Problem details =
Every record that follows should be written out word for word; the pictures stay out.

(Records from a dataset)
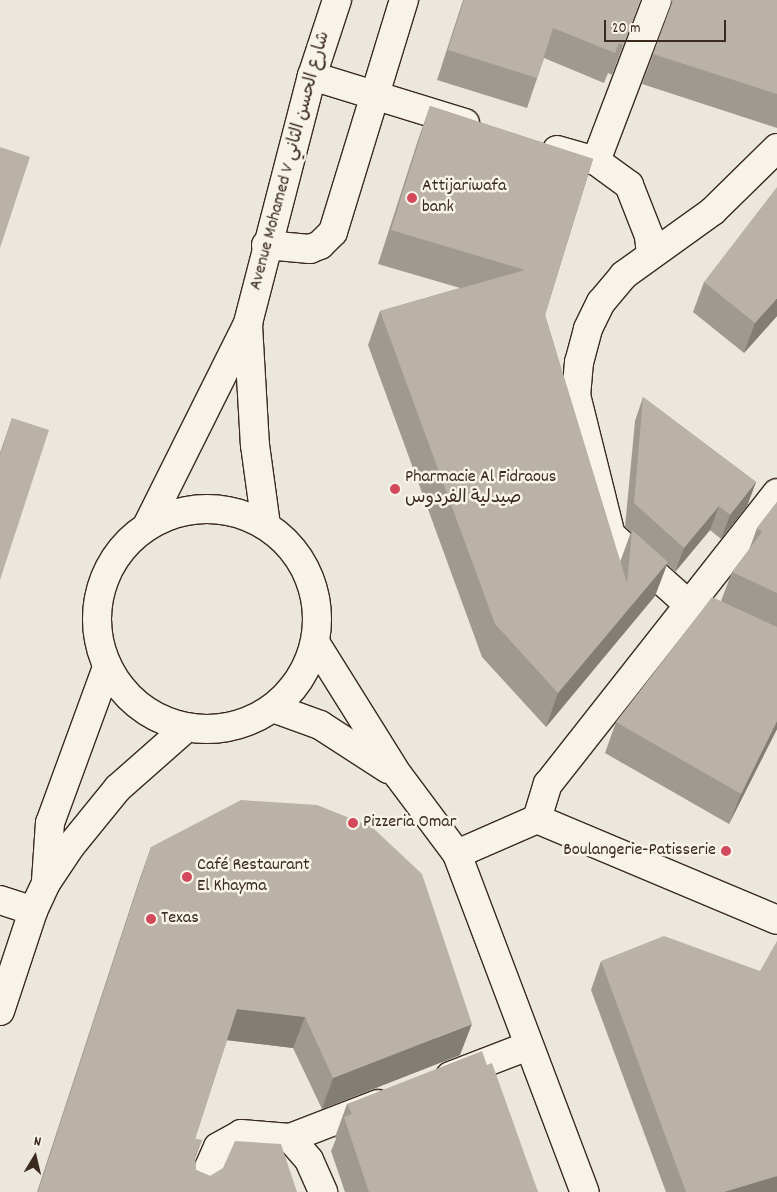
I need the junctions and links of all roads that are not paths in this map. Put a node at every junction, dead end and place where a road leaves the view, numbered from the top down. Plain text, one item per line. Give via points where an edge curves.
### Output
1 (337, 0) edge
2 (404, 0) edge
3 (657, 0) edge
4 (312, 76) junction
5 (372, 97) junction
6 (494, 132) edge
7 (531, 142) edge
8 (777, 148) edge
9 (596, 161) junction
10 (266, 244) junction
11 (651, 255) junction
12 (248, 324) junction
13 (777, 493) edge
14 (266, 525) junction
15 (148, 526) junction
16 (688, 604) junction
17 (316, 644) junction
18 (777, 646) edge
19 (107, 667) junction
20 (273, 708) junction
21 (186, 728) junction
22 (398, 775) junction
23 (537, 819) junction
24 (457, 854) junction
25 (46, 883) junction
26 (0, 900) edge
27 (33, 911) junction
28 (777, 920) edge
29 (0, 1011) edge
30 (528, 1046) junction
31 (428, 1085) edge
32 (400, 1096) edge
33 (290, 1138) junction
34 (198, 1192) edge
35 (324, 1192) edge
36 (585, 1192) edge

1 - 4 street, Avenue Mohamed V شارع الحسن الثاني
2 - 5 street
3 - 9 street
4 - 5 street
4 - 10 street, Avenue Mohamed V شارع الحسن الثاني
5 - 6 street
5 - 10 street via 333,232 320,246 299,250
7 - 9 street
8 - 11 street via 713,211
9 - 11 street via 630,185 650,236
10 - 12 street, Avenue Mohamed V شارع الحسن الثاني
11 - 16 street via 624,275 601,302 588,329 579,362 576,395 611,535
12 - 14 street, Avenue Mohamed V شارع الحسن الثاني via 255,445
12 - 15 street, Avenue Mohamed V شارع الحسن الثاني
13 - 16 street
14 - 15 street, Avenue Mohamed V شارع الحسن الثاني via 238,513 207,508 176,513
14 - 17 street, Avenue Mohamed V شارع الحسن الثاني via 292,548 310,577 318,610
15 - 19 street, Avenue Mohamed V شارع الحسن الثاني via 123,547 106,574 97,604 97,636
16 - 18 street
16 - 23 street via 548,784
17 - 20 street, Avenue Mohamed V شارع الحسن الثاني via 306,669 292,690
17 - 22 street
19 - 21 street, Avenue Mohamed V شارع الحسن الثاني via 127,695 154,716
19 - 25 street via 50,823
20 - 21 street, Avenue Mohamed V شارع الحسن الثاني via 246,722 217,730
20 - 22 street via 320,725
21 - 25 street via 118,788 70,846
22 - 24 street
23 - 24 street
23 - 28 street
24 - 30 street
25 - 27 street
26 - 27 street
27 - 29 street
30 - 31 street
30 - 36 street
32 - 33 street
33 - 34 street via 241,1134 218,1147
33 - 35 street via 308,1160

Result of the exercise =
I need the junctions and links of all roads that are not paths in this map. Put a node at every junction, dead end and place where a road leaves the view, numbered from the top down. Plain text, one item per line. Give via points where an edge curves.
### Output
1 (337, 0) edge
2 (404, 0) edge
3 (657, 0) edge
4 (312, 76) junction
5 (372, 97) junction
6 (494, 132) edge
7 (531, 142) edge
8 (777, 148) edge
9 (596, 161) junction
10 (266, 244) junction
11 (651, 255) junction
12 (248, 324) junction
13 (777, 493) edge
14 (266, 525) junction
15 (148, 526) junction
16 (688, 604) junction
17 (316, 644) junction
18 (777, 646) edge
19 (107, 667) junction
20 (273, 708) junction
21 (186, 728) junction
22 (398, 775) junction
23 (537, 819) junction
24 (457, 854) junction
25 (46, 883) junction
26 (0, 900) edge
27 (33, 911) junction
28 (777, 920) edge
29 (0, 1011) edge
30 (528, 1046) junction
31 (428, 1085) edge
32 (400, 1096) edge
33 (290, 1138) junction
34 (198, 1192) edge
35 (324, 1192) edge
36 (585, 1192) edge

1 - 4 street, Avenue Mohamed V شارع الحسن الثاني
2 - 5 street
3 - 9 street
4 - 5 street
4 - 10 street, Avenue Mohamed V شارع الحسن الثاني
5 - 6 street
5 - 10 street via 333,232 320,246 299,250
7 - 9 street
8 - 11 street via 713,211
9 - 11 street via 630,185 650,236
10 - 12 street, Avenue Mohamed V شارع الحسن الثاني
11 - 16 street via 624,275 601,302 588,329 579,362 576,395 611,535
12 - 14 street, Avenue Mohamed V شارع الحسن الثاني via 255,445
12 - 15 street, Avenue Mohamed V شارع الحسن الثاني
13 - 16 street
14 - 15 street, Avenue Mohamed V شارع الحسن الثاني via 238,513 207,508 176,513
14 - 17 street, Avenue Mohamed V شارع الحسن الثاني via 292,548 310,577 318,610
15 - 19 street, Avenue Mohamed V شارع الحسن الثاني via 123,547 106,574 97,604 97,636
16 - 18 street
16 - 23 street via 548,784
17 - 20 street, Avenue Mohamed V شارع الحسن الثاني via 306,669 292,690
17 - 22 street
19 - 21 street, Avenue Mohamed V شارع الحسن الثاني via 127,695 154,716
19 - 25 street via 50,823
20 - 21 street, Avenue Mohamed V شارع الحسن الثاني via 246,722 217,730
20 - 22 street via 320,725
21 - 25 street via 118,788 70,846
22 - 24 street
23 - 24 street
23 - 28 street
24 - 30 street
25 - 27 street
26 - 27 street
27 - 29 street
30 - 31 street
30 - 36 street
32 - 33 street
33 - 34 street via 241,1134 218,1147
33 - 35 street via 308,1160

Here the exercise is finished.